Why You'll Love This
Seventeen books in, Alanson still manages to pull the rug out from under readers who thought they understood the enemy.
- Great if you want: long-running military sci-fi that keeps escalating its stakes
- The experience: fast-moving and banter-heavy with a gut-punch midpoint shift
- The writing: Alanson blends irreverent humor with genuine dread — rarely at odds
- Skip if: you haven't read earlier entries — this rewards no new readers
About This Book
When you think you've finally gotten ahead of an impossible war, the universe finds a way to remind you that you haven't even seen the real threat yet. That's the gut-punch at the heart of Task Force Hammer, the seventeenth entry in Craig Alanson's Expeditionary Force series, where Joe Bishop and the Merry Band of Pirates discover that their hard-won victories may have been against the wrong enemy all along. The stakes shift from enormous to genuinely terrifying, and Alanson makes you feel every inch of that escalation.

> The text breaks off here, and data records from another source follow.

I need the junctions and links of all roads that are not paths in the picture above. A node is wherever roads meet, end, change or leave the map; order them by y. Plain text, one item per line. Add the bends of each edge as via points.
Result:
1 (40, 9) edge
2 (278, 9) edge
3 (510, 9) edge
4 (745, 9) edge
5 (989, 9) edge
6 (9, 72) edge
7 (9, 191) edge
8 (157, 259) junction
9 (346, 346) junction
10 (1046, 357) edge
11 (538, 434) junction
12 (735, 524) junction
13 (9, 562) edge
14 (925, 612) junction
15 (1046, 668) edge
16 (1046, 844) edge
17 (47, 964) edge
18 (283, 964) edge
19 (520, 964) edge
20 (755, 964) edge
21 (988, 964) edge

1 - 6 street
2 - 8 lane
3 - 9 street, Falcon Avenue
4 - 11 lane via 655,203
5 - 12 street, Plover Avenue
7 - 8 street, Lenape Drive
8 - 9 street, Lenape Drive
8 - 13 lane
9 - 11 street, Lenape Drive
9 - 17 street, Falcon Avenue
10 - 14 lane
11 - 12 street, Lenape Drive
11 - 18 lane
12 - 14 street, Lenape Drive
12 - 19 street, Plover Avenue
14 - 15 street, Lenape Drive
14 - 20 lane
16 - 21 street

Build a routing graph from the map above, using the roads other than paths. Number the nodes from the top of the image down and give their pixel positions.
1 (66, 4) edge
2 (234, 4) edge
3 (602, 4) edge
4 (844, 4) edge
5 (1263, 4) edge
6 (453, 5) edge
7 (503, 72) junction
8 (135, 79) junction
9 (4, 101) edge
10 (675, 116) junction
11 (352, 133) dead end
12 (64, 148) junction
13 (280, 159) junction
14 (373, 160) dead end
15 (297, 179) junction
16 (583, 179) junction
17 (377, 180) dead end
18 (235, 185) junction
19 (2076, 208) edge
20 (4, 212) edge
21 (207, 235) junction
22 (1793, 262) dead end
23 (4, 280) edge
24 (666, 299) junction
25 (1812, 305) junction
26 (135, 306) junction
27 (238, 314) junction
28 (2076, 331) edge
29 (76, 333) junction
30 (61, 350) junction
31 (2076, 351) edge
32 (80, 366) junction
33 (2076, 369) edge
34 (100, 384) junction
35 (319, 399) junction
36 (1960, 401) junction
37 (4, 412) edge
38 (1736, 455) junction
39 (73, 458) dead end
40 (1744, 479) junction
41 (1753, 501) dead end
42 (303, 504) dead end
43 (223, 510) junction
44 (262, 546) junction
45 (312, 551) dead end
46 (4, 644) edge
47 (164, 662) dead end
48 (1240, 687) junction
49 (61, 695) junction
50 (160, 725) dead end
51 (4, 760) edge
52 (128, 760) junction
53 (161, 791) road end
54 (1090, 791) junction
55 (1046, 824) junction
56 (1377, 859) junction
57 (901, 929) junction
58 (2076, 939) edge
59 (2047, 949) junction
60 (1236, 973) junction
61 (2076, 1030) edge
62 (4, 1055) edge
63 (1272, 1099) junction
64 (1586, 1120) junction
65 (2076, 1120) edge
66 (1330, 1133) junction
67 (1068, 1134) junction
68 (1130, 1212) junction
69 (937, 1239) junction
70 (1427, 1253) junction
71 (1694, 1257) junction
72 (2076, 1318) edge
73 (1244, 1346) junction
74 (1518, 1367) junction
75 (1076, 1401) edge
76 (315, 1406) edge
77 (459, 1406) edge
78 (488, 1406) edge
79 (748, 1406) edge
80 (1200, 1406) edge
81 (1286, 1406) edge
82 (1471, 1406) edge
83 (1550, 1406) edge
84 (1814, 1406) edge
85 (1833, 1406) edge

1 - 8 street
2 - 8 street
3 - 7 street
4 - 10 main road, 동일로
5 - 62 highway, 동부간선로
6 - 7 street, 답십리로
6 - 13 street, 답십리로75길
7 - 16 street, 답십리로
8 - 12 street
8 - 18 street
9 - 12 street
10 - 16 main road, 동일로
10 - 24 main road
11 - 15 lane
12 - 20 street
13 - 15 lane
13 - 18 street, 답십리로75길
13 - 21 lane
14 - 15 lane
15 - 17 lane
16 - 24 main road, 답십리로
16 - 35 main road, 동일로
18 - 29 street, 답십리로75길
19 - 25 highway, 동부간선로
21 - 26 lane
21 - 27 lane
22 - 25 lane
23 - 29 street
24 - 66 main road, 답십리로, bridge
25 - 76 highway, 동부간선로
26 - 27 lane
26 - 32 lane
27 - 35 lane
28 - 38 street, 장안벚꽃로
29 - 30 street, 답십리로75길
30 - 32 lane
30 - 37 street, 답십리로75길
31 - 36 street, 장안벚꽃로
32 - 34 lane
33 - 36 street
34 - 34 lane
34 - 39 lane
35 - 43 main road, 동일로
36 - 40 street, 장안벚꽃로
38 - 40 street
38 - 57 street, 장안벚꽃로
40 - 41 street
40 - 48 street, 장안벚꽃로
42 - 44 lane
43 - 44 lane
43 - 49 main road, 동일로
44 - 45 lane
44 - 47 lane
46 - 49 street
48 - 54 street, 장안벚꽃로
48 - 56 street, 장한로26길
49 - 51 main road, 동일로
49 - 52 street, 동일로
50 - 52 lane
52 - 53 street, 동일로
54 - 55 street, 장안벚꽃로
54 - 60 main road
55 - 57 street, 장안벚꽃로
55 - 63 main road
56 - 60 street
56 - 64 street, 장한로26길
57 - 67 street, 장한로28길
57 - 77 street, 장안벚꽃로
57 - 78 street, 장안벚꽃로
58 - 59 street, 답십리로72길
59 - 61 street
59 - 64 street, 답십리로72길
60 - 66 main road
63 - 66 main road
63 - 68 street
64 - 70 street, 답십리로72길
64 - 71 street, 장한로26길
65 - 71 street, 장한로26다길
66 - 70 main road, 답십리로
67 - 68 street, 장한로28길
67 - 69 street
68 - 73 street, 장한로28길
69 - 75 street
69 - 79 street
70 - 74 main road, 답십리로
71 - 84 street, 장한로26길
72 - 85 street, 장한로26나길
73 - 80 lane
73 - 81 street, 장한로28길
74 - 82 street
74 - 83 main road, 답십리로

What distinguishes this installment as a reading experience is how Alanson balances relentless tension with the sharp, irreverent humor that has always defined the series — but here the jokes land differently, carrying real weight against a backdrop of dread. The banter still crackles, the tactical problem-solving still satisfies, but there's a creeping unease woven through the pages that keeps the tone from ever feeling comfortable. At 469 pages, the book earns its length, building toward revelations that reframe everything the series has established. Long-time readers will find it worth every page.